Diariamente, esse dever e anseio de respeito a todos os princípios e regras constitucionais são postos à prova, porém, há momentos em que eles se vêem seriamente ameaçados. Sentindo o delicado momento, os Institutos de estudo e desenvolvimento das ciências jurídicas abaixo-assinadas manifestam preocupação quanto ao debate proposto ao Supremo Tribunal Federal sobre a existência de poderes investigativos do Ministério Público na esfera criminal. Entendem que a questão deve ser resolvida com o respeito estrito à Constituição, de modo a manter aquilo que o Congresso Constituinte fixou como os limites claros de atuação e convivência harmônica de suas Instituições na atividade de investigação criminal. O texto constitucional deve ser mantido íntegro por nossa Corte Suprema, sua letra e seu espírito preservados, até que, em um legítimo debate legislativo, se decida pela aceitação ou não da proposta de Emenda Constitucional já em trâmite no Congresso (PEC n.º 197/2003).

Imunes a raciocínios falaciosos e distorcidos pela conveniência do momento, do exame dos artigos 129 e 144, da Constituição da República, emerge claro que ao Ministério Público cabe o controle externo da atividade policial e requisições de diligências em inquéritos policiais, enquanto à Polícia Civil (Federal e Estadual), em sua função de polícia judiciária, cabe instaurar e realizar inquéritos policiais para a investigação dos crimes.

Desvirtuar o texto claro da Constituição, dirigido à harmonia entre aquelas Instituições, através de deturpações argumentativas, é desconsiderar nossas realidades legal e forense.

Desfocar o debate para, de um lado, prevalecer a idéia de que a segurança pública está (ou deveria estar) garantida, unicamente se for atribuição exclusiva das polícias, é tão equivocado e alheio à realidade quanto, de outro lado, acreditar que uma melhor e mais eficaz investigação dos crimes está (ou deveria estar) garantida se realizada diretamente pelo Ministério Público.

A segurança pública, bem jurídico de que participam todos os membros da comunhão social, não é função ou tarefa realizável por uma única Instituição. Imaginar que segurança pública resume-se a reprimir, por aparato policial e mesmo que preventivamente, o crime ou, pior, que a segurança pública resume-se a uma apuração bem feita de um crime já ocorrido, é erro palmar. É desconsiderar que o crime não possui uma única causa. É desconsiderar todas as causas e fatores criminógenos geradores da violência e do comportamento desviante.
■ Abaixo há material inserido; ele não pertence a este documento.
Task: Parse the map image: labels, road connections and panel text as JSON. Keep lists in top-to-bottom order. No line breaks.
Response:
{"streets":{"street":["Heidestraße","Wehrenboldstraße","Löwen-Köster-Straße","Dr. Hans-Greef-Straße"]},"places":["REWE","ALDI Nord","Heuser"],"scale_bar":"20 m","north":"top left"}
É bom lembrar que a Constituição afirma ser segurança pública “direito e responsabilidade de todos” (art. 144, caput, da CF).

Não é menos equivocado o argumento de que com o poder investigatório atribuído ao Ministério Público o atraso das investigações seria eliminado e garantida maior eficácia e isenção da persecução. Revela essa posição a vã tentativa de esconder significativa parcela de responsabilidade do Ministério Público quanto à demora e ineficácia dos inquéritos policiais e indisfarçável atitude presunçosa e pretensiosa dessa Instituição. Todos sabem que o inquérito policial, periodicamente (no máximo de 30 em 30 dias – art. 10, CPP -, mas há representantes do Ministério Público que concedem períodos muito superiores ao previsto em lei), é enviado ao Ministério Público para “controle da atividade policial” e “requisição de diligências investigatórias” (respectivamente, art. 129, incisos VII e VIII, da Constituição Federal). Ora, se o inquérito demora e é ineficaz é porque o Ministério Público, que o controla e nele faz requisições, é tolerante, permissivo ou incentivador de suas letargia e ineficiência. É claro que qualquer atividade ineficiente, atrasada, inútil ou anacrônica não é responsabilidade exclusiva de quem a exerce, mas principalmente de quem a controla. Se o Ministério Público controla o inquérito policial e nele pode fazer requisições, deve ditar as regras de seu desenvolvimento. E se esse não se dá a contento, não podem os desvios ou atrasos ser imputados apenas à Instituição Policial.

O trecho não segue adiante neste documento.